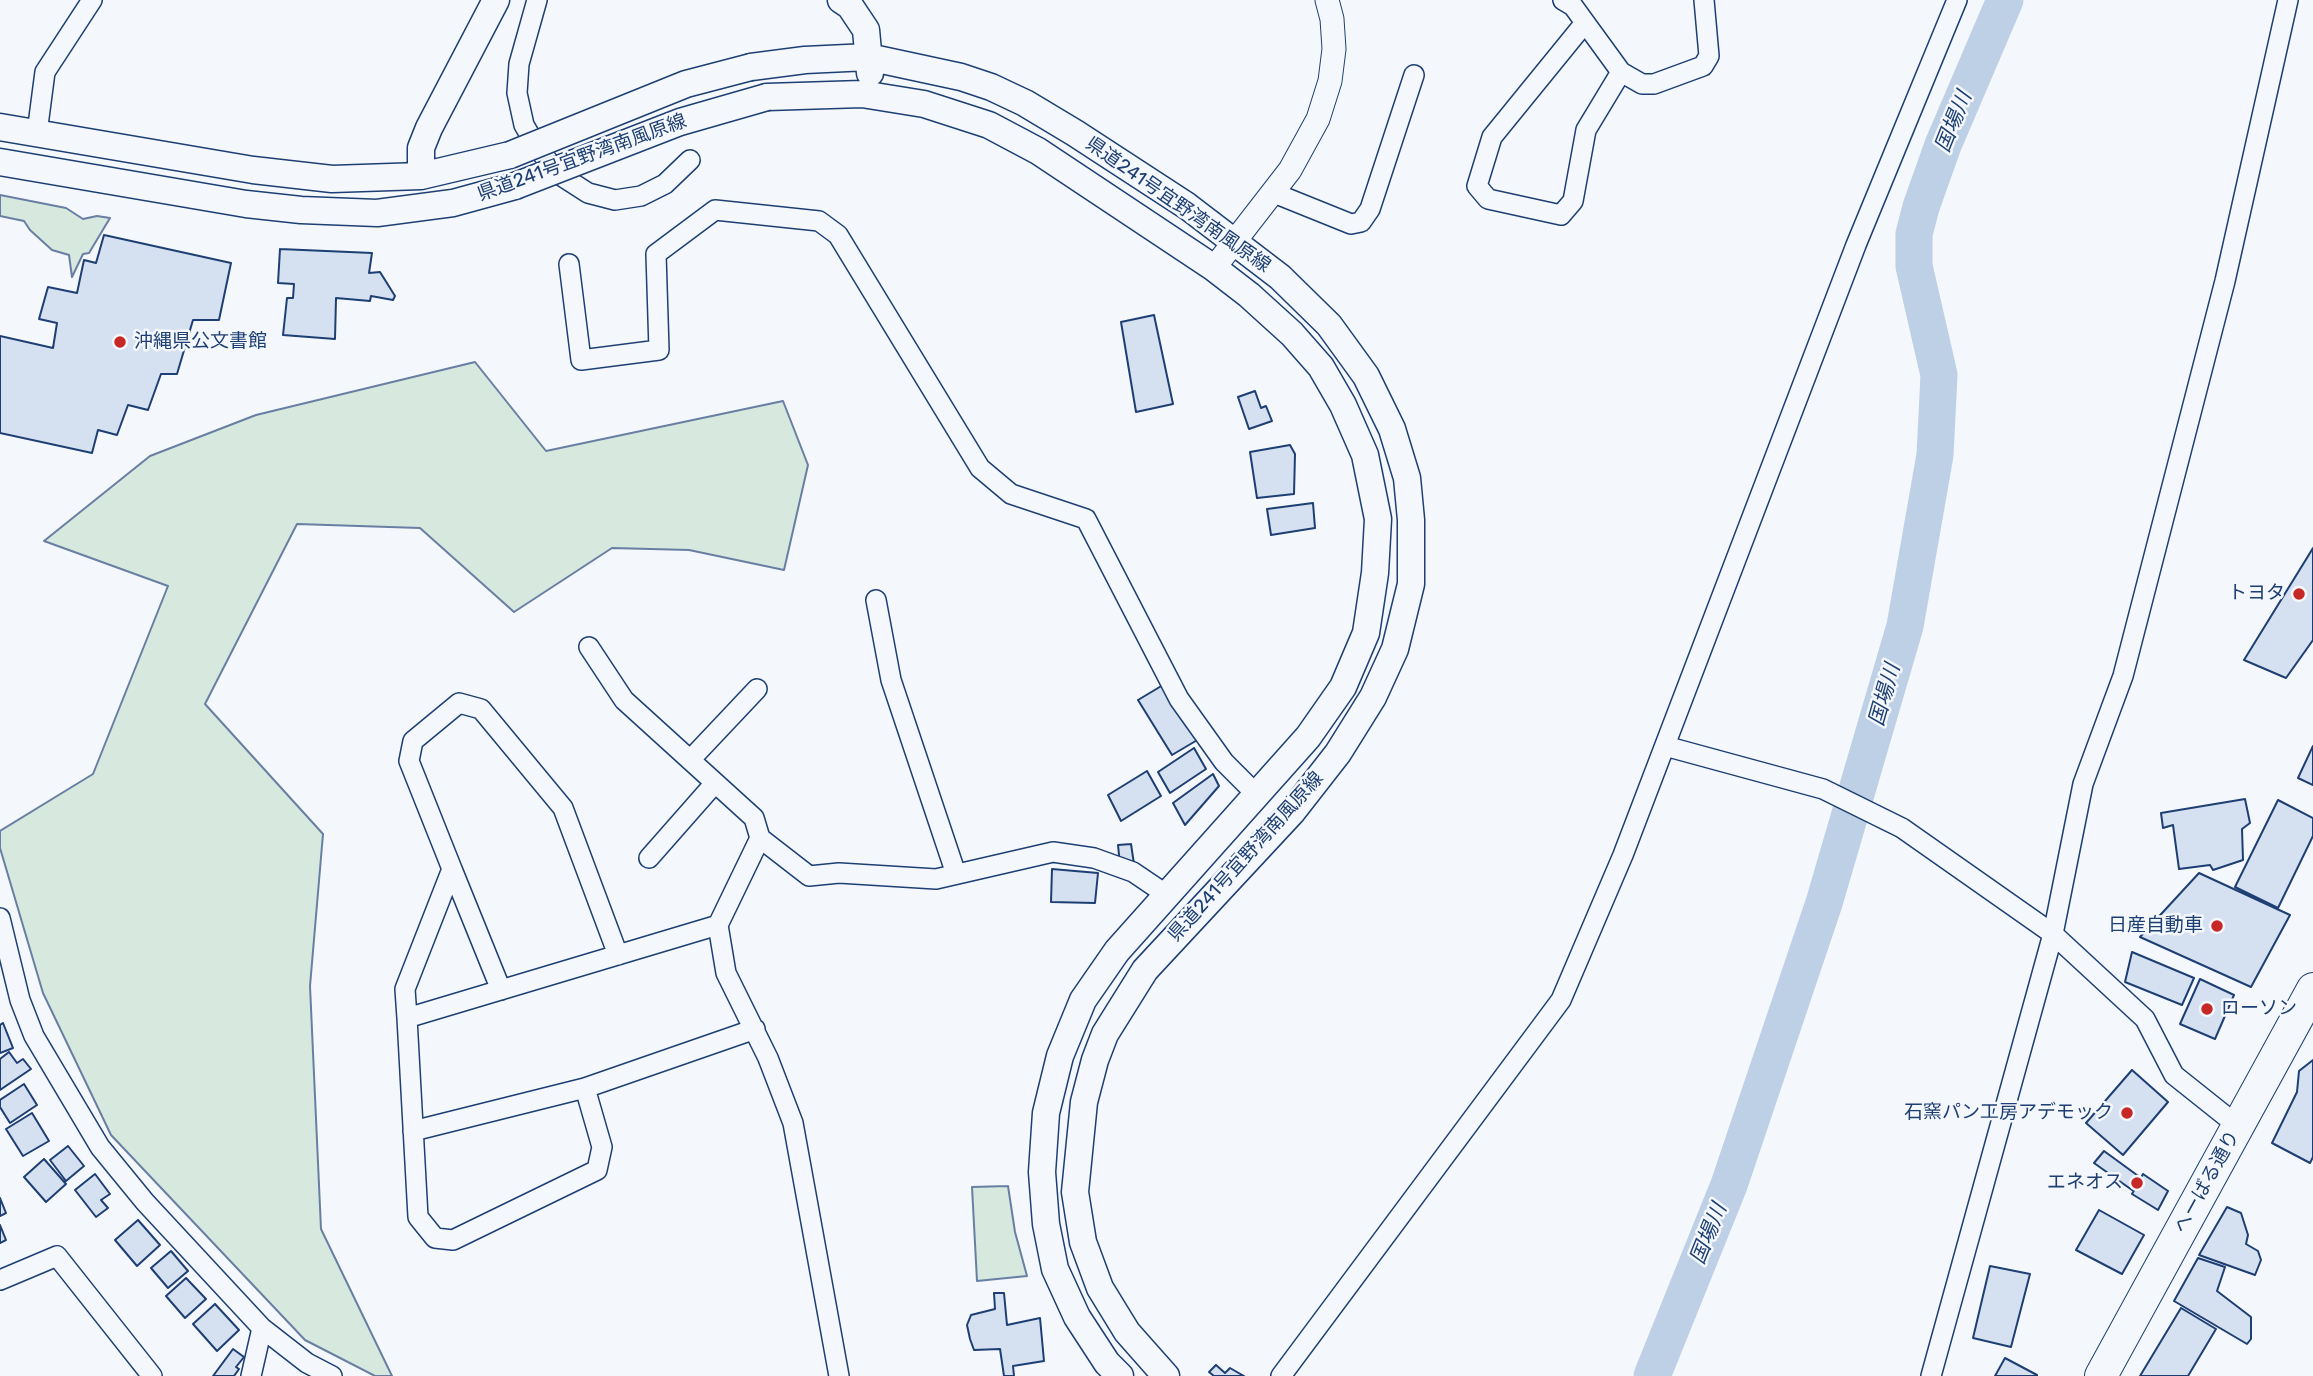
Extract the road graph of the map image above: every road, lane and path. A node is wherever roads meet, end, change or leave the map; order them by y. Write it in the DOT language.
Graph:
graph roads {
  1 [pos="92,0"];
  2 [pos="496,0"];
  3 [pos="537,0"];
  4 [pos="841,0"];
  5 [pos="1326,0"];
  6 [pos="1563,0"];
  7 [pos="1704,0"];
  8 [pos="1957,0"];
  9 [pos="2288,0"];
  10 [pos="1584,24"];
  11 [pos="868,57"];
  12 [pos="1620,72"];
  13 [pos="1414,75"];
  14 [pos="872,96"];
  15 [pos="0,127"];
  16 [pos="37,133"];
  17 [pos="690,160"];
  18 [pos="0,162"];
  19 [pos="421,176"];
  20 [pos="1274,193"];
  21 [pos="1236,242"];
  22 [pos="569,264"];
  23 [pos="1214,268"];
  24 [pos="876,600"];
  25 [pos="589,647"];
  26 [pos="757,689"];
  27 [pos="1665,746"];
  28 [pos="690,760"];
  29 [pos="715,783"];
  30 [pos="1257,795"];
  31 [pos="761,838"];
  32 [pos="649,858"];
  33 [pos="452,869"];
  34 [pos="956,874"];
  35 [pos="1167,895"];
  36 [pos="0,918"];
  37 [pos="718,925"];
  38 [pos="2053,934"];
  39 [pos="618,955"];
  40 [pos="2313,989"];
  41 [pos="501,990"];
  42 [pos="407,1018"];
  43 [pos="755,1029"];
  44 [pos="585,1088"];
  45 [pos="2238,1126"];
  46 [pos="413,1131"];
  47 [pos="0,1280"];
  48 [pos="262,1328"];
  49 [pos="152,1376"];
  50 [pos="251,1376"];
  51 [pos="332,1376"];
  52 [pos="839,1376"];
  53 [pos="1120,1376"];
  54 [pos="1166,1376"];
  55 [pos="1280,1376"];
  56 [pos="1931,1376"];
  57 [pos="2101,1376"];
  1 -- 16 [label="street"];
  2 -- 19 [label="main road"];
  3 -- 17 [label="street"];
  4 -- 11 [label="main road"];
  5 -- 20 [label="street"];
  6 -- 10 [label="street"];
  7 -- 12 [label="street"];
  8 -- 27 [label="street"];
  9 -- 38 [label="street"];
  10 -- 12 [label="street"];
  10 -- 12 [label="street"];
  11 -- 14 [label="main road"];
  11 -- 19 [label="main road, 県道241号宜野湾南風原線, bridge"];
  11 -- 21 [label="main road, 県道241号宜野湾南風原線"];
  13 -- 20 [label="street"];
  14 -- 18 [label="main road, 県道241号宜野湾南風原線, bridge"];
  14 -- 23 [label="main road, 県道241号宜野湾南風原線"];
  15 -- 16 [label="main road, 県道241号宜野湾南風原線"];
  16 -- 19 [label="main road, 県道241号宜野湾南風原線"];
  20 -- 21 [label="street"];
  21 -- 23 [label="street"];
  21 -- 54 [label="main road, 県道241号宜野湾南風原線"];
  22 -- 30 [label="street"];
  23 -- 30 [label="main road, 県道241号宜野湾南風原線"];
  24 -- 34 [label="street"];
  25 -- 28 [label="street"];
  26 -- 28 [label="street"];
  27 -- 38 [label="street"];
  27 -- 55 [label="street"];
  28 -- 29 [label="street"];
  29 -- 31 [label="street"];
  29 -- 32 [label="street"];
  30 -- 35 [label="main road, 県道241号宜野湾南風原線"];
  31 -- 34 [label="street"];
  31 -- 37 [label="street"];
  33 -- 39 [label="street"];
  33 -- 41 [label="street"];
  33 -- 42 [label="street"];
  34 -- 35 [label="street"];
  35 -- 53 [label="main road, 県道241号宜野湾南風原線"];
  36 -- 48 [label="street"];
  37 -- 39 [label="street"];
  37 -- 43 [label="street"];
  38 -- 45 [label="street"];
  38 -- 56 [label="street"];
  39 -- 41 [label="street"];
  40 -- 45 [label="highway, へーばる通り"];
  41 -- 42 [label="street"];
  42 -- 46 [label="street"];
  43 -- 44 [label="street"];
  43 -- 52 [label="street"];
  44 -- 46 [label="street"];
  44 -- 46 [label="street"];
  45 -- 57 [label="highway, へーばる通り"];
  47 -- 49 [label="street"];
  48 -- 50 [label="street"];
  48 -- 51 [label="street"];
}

#### [Your goal]
Copy every line of the entries above in which "highway" occurs.

#### [Response box]
  40 -- 45 [label="highway, へーばる通り"];
  45 -- 57 [label="highway, へーばる通り"];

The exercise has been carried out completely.